(04-05-2016 09:19 AM)tmoody Wrote: As you can see, my AHI went up last night, from 3.8 to 4.2. It's not a huge increase, and the trend for the past three nights has been upward anyway (1.6, 3.3, 3.8, 4.2). Centrals went from zero to 1, not a significant change. PB dropped to .4%, so really the only significant change is another increase in hypos, which is consistent with the recent upward AHI trend. There appears to have been one major OA...151 seconds? if I'm reading it right.
Sorry - but I don't see any data posted for 4/04.
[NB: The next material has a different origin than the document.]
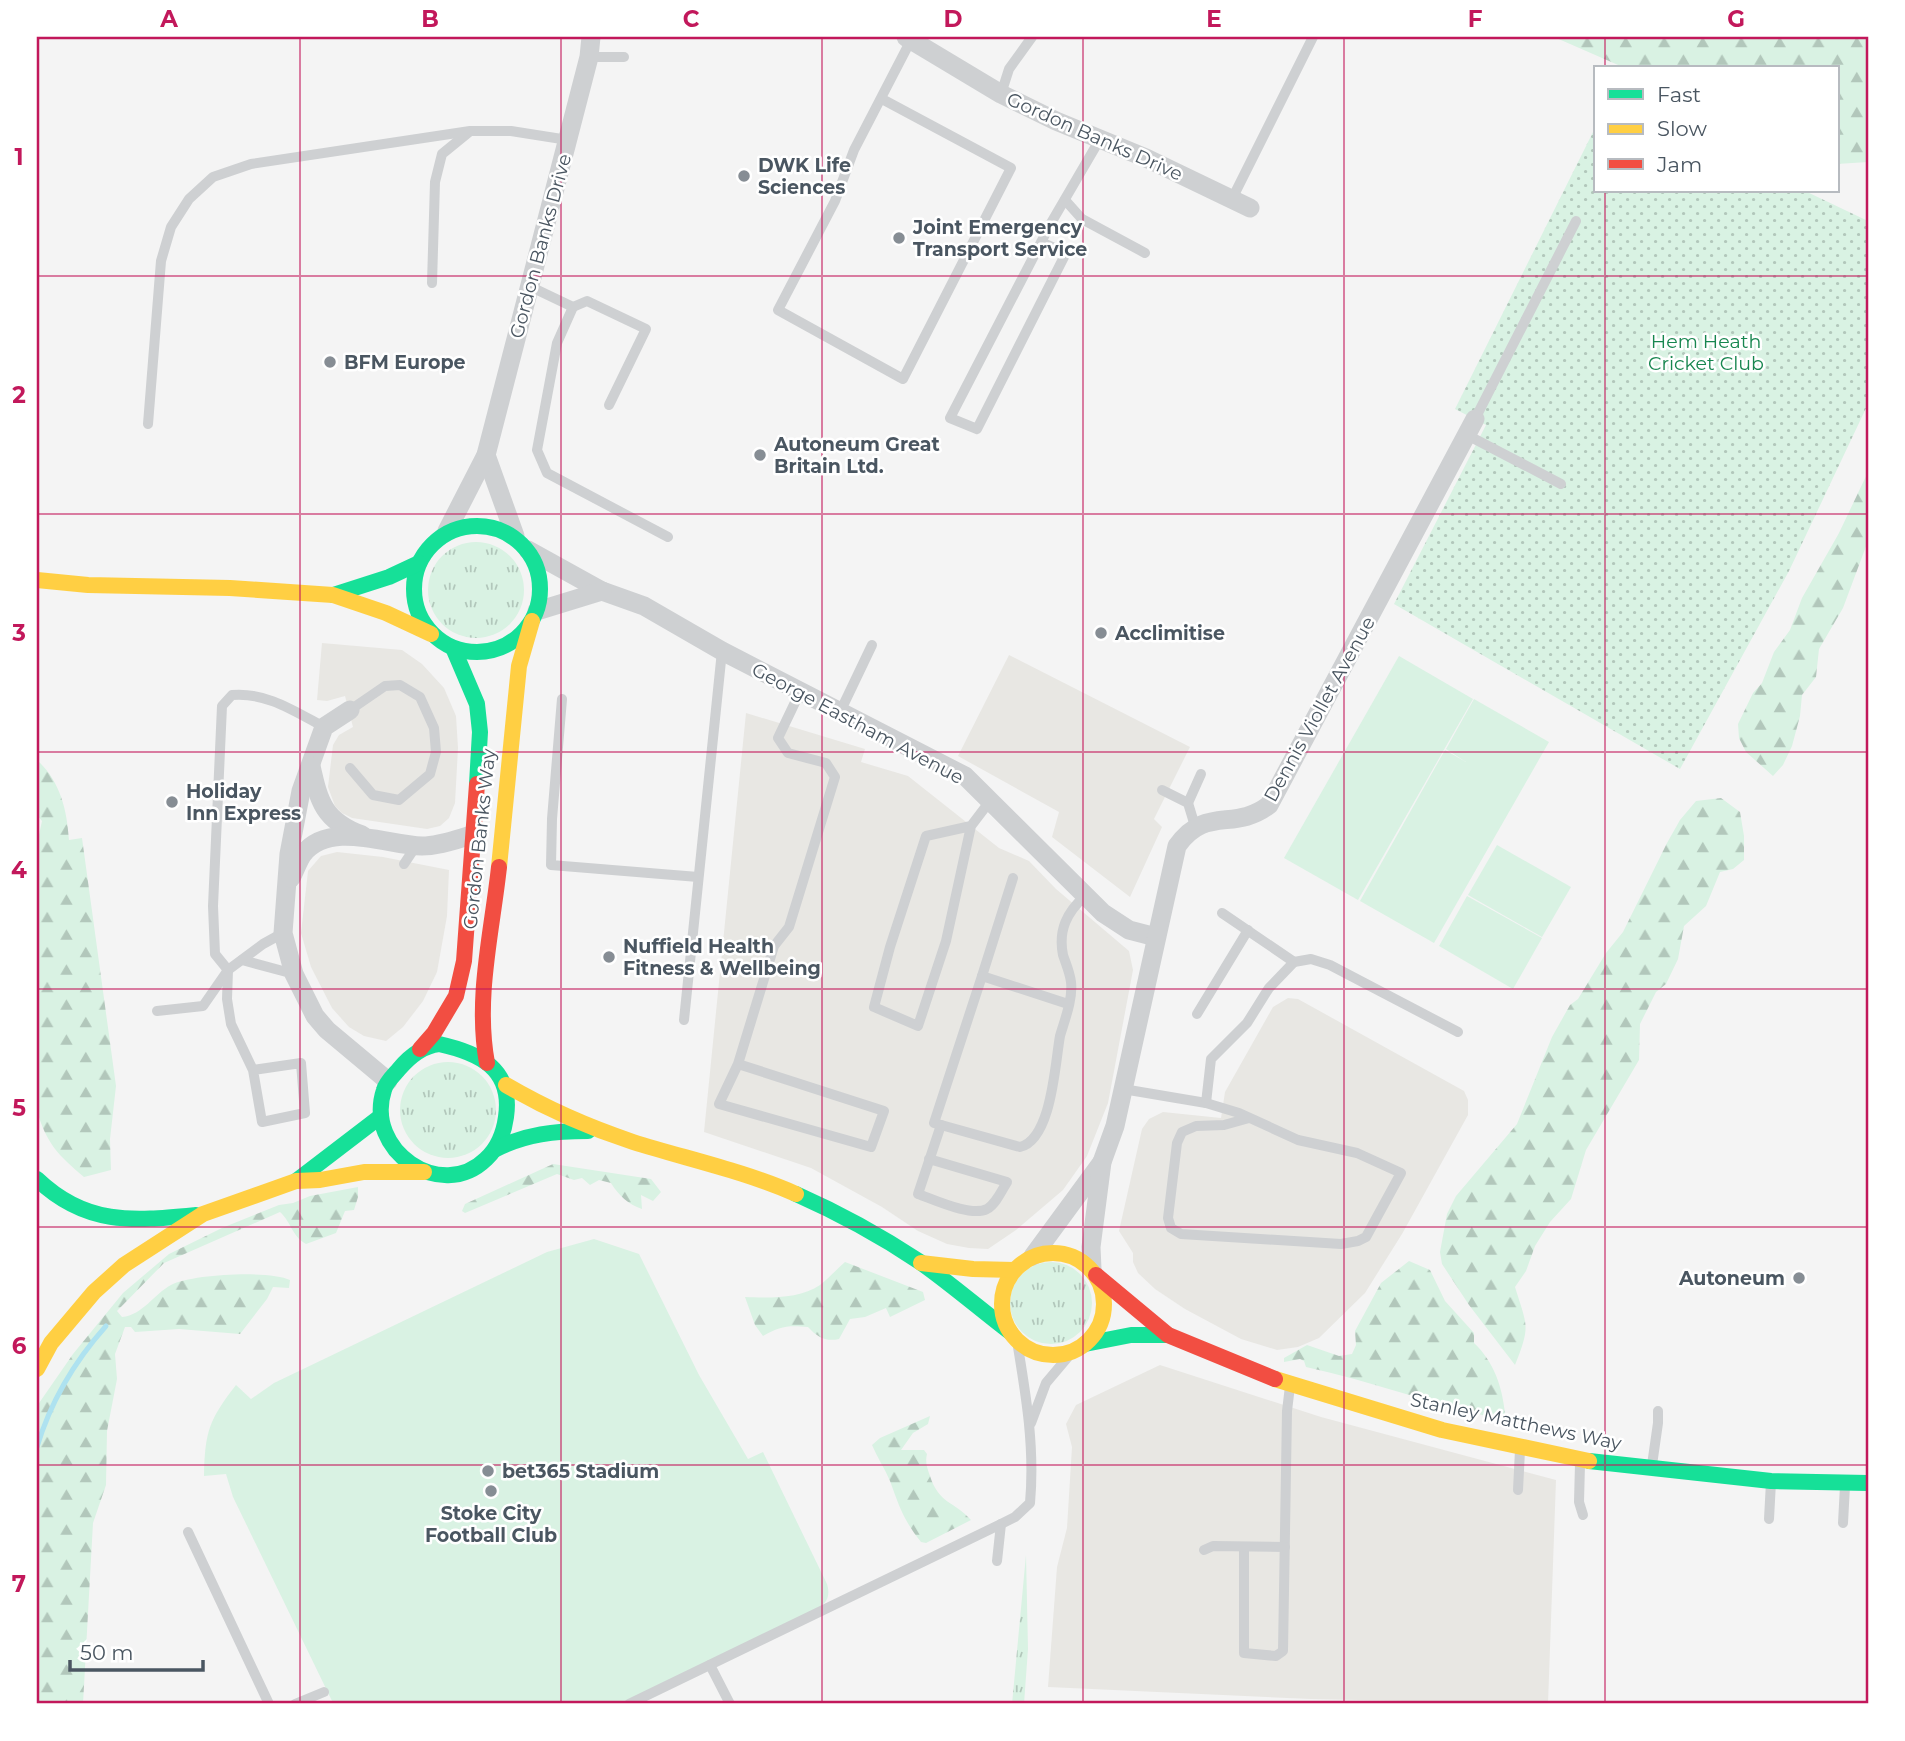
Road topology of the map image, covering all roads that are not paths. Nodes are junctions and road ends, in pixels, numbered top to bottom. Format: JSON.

If there really was an OA for 151 seconds, that would be 2 minutes 31 seconds, which would have been an enormously long OA and quite alarming, really, if it actually happened. Perhaps you are reading it wrong, or perhaps your tiredness from your workout contributed.
If you get a second very long OA (longer than 60 seconds) I would suggest an immediate call to your doctor to discuss an immediate increase in Min EPAP by at least 1 or 2 cmH2O.
The ASV titration protocol from Respironics which DeepBreathing posted is very clear that the Min EPAP should be increased when obstructive events are observed.
As DeepBreathing has pointed out, hypops are almost always obstructive if occurring during ASV therapy, especially when the Max PS setting is very high, as yours is. When Max PS is high, the ASV algorithm will probably be able to prevent all central events, so any hypops which occur will most likely be obstructive in type.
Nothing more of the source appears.